Telefónica UK and the SmartReach consortium, which includes Arqiva and BT, are the successful preferred bidders for the three Communication Service Provider (CSP) contracts that make up part of the Government’s £12bn Smart Metering Implementation Programme (SMIP). The Department for Energy and Climate Change (DECC) informed the successful preferred bidders today (14 August 2013).
The CSP contracts are split into three geographic regions: northern GB, including Scotland; central GB, including Wales; and southern GB. The final shortlisted bidders for the contracts were: Telefónica UK (O2); Vodafone with Silver Springs Networks; SmartReach, which includes Arqiva, BT, BAE Sytems Detica, Sensus and EDMI; and Airwave Solutions with Trilliant bidding for just the northern contract.
Telefónica UK has won the Central and Southern regions CSP licenses, which are worth £1.5bn over 15 years and are still subject to contracts being agreed. Telefónica’s proposed communications solution is based on its cellular network in the UK, which it says is ready to support the requirement of smart meters. This will be backed up by the use of mesh technology to connect meters in areas without cellular coverage.
SmartReach’s contract for the Northern CSP region is said to be worth around £625m over the 15 year lifespan of the contract. Its solution is based on Sensus technology that has been successfully deployed internationally in more than 16 million smart meters and devices. It is capable of supporting the evolution of smart services more broadly and can communicate with smart meters across Great Britain, including locations deep inside buildings that other communications technologies have struggled to reach, Arqiva said today.
Smart metering programme
The programme calls for the installation of ‘smart’ meters in 53 million UK households and small businesses by 2019. The smart meters will enable customers to monitor and control their electricity and gas consumption in real time. Accurate readings will be sent back to a central hub (the Data and Communications Company - DCC) for processing and then forwarded to the energy suppliers.
SMIP requires a huge IT and communications technology investment. Besides the smart meters it needs smart communication sensors, M2M modules, an intelligent communications network and it needs to be secure to protect the data being transmitted. It also needs to be made secure against cyber attacks from hostile sources, which could potentially cut peoples’ power off.
Data and Communications Company license
SMIP is overseen by the Department for Energy and Climate Change (DECC). Three further contracts are being let in addition to the communication contracts. One is for the Data and Communications Company (DCC), which will oversee SMIP. It will communicate with all the smart meters and is responsible for the contract management of the services. G4S and Capita were the final bidders for the DCC with Capita coming out on top today.
Providing final contract negotiations are successful, Capita’s smart meter communication licence would become effective from September 2013 and the arrangement is expected to generate revenues to Capita of some £175m over 12 years (with an option to be extended for a further 6 years).
Capita says it will work alongside energy suppliers who will install new smart gas and electricity meters in 30 million British homes and, subject to contract, with a number of other providers, to implement and run the data and communications infrastructure and service.

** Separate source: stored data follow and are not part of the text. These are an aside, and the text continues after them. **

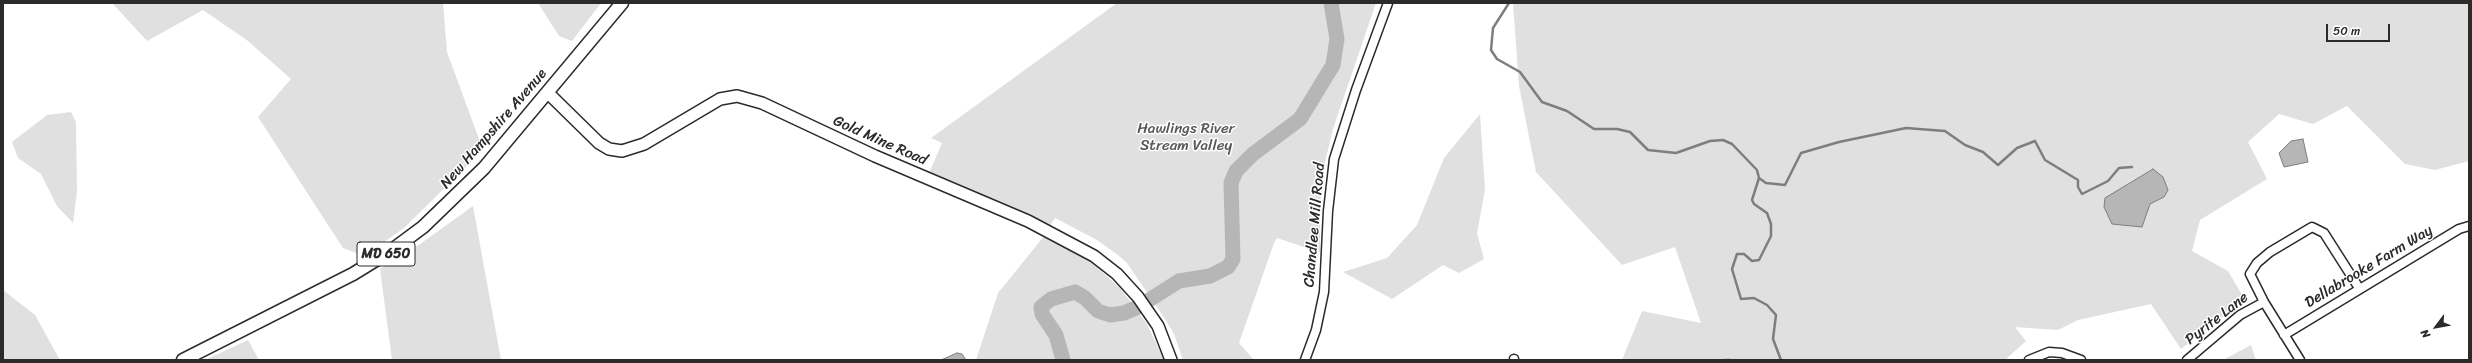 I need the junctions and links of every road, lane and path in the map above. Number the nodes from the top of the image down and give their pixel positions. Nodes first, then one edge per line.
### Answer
1 (622, 3) edge
2 (1388, 3) edge
3 (548, 93) junction
4 (2469, 226) edge
5 (2360, 288) junction
6 (2264, 302) junction
7 (2284, 335) junction
8 (183, 360) edge
9 (1171, 360) edge
10 (1305, 360) edge
11 (2028, 360) edge
12 (2081, 360) edge
13 (2187, 360) edge
14 (2300, 360) edge

1 - 3 main road, New Hampshire Avenue / MD 650
2 - 10 street, Chandlee Mill Road
3 - 8 main road, New Hampshire Avenue / MD 650
3 - 9 street, Gold Mine Road
4 - 5 street, Dellabrooke Farm Way
5 - 6 street
5 - 7 street, Dellabrooke Farm Way
6 - 7 street
6 - 13 street, Pyrite Lane
7 - 14 street
11 - 12 street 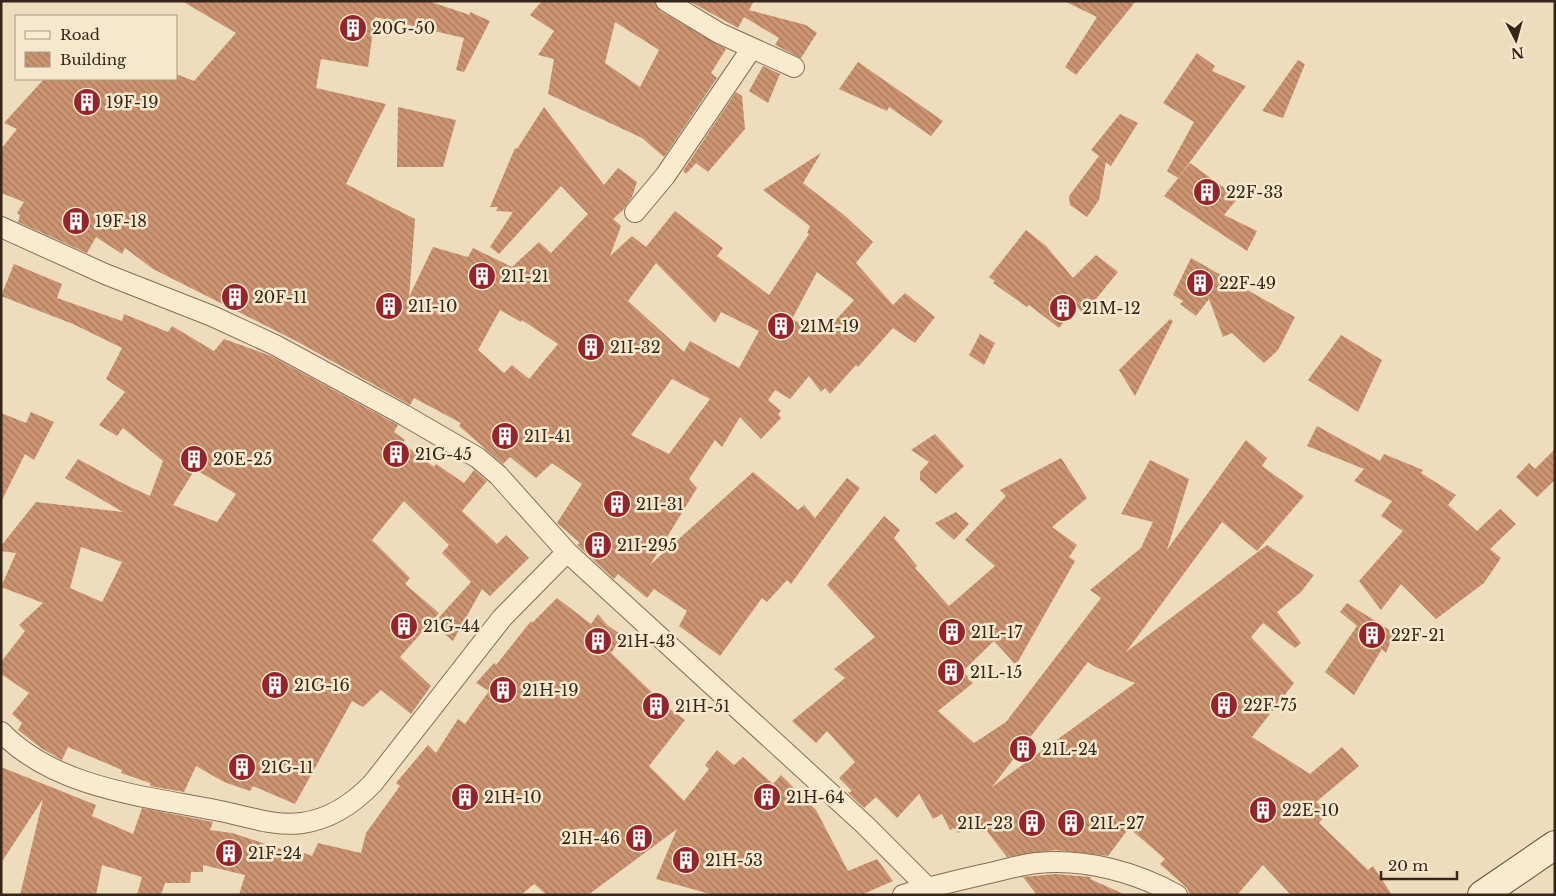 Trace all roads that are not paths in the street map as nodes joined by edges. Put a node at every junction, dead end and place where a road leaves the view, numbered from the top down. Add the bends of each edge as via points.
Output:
1 (666, 1) edge
2 (752, 48) junction
3 (794, 67) dead end
4 (635, 212) dead end
5 (1, 227) edge
6 (567, 552) junction
7 (1, 732) edge
8 (1555, 845) edge
9 (927, 887) junction
10 (904, 895) edge
11 (1177, 895) edge
12 (1482, 895) edge

1 - 2 street via 719,34
2 - 3 street
2 - 4 street via 665,176
5 - 6 street via 266,341 404,415 489,467
6 - 7 street via 502,618 373,783 351,804 314,821 282,824 174,803 76,778 32,758
6 - 9 street via 865,825
8 - 12 street
9 - 10 street
9 - 11 street via 1035,863 1059,862 1122,872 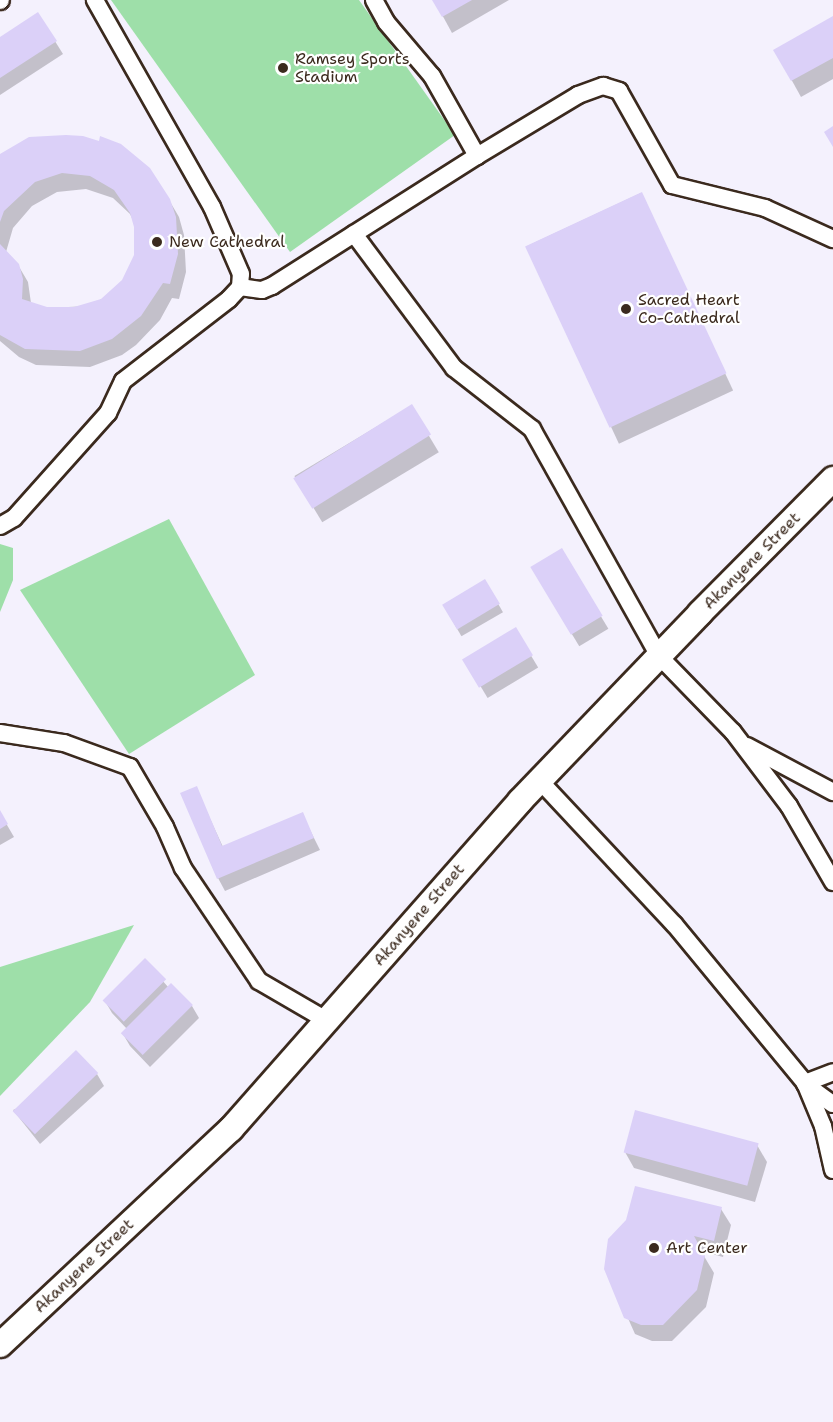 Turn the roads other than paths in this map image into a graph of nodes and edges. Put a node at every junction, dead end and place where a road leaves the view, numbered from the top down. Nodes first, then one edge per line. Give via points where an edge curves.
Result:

Data Services Provider contract
A second contract is for the Data Services Provider, responsible for storing and managing the data collected by the smart meters. Three companies made the final shortlist: HP; IBM; and CGI IT UK - CGI (Logica as was) with SAP and QinetiQ.
DECC has selected CGI IT UK as preferred bidder for the £75m data service provider licence to develop and operate systems that send messages between smart meters and utilities.
Finally, a third contract has gone to Gemserv, which was selected as the preferred bidder for the £10m Smart Energy Code Administrator and Secretariat contract, requiring it to maintain the industry code governing the use of smart meters across the energy industry, including guidance on issues such as privacy and data protection.
Contract roll out
The contracts are expected to be finalised in September 2013. The start date for the introduction of smart meters was due to be summer 2014, but DECC announced in May this year that this was being put back to Autumn 2015 to give energy suppliers more time to complete the smart meter roll out. The project is now expected to go live in 2020.
The programme has not been without its critics, some of whom have attacked it over data privacy issues, but who have also been critical of its complexity and some of the cost benefit analysis work.
When engineering consultant Mott MacDonald originally costed out the programme in 2007, it reported that the net present value would be a £4bn loss. Somehow the Government turned that around into a net present value of £4.9bn.
Critics who gave evidence to Parliament’s Smart Meter Select Committee in May 2013 argued that the UK’s reliance on mostly wireless technology, such as the mobile operator’s phone networks, was more expensive than the power line carrier technology being adopted in Spain and Italy, for example.
They have argued that it will not save much energy as the UK’s generally moderate climate means it uses far less energy for heating to combat harsh winters than Scandinavia say, and far less on air conditioning unlike countries with very hot climates. The use of better energy saving devices will reduce energy consumption better than smart metering, critics claim.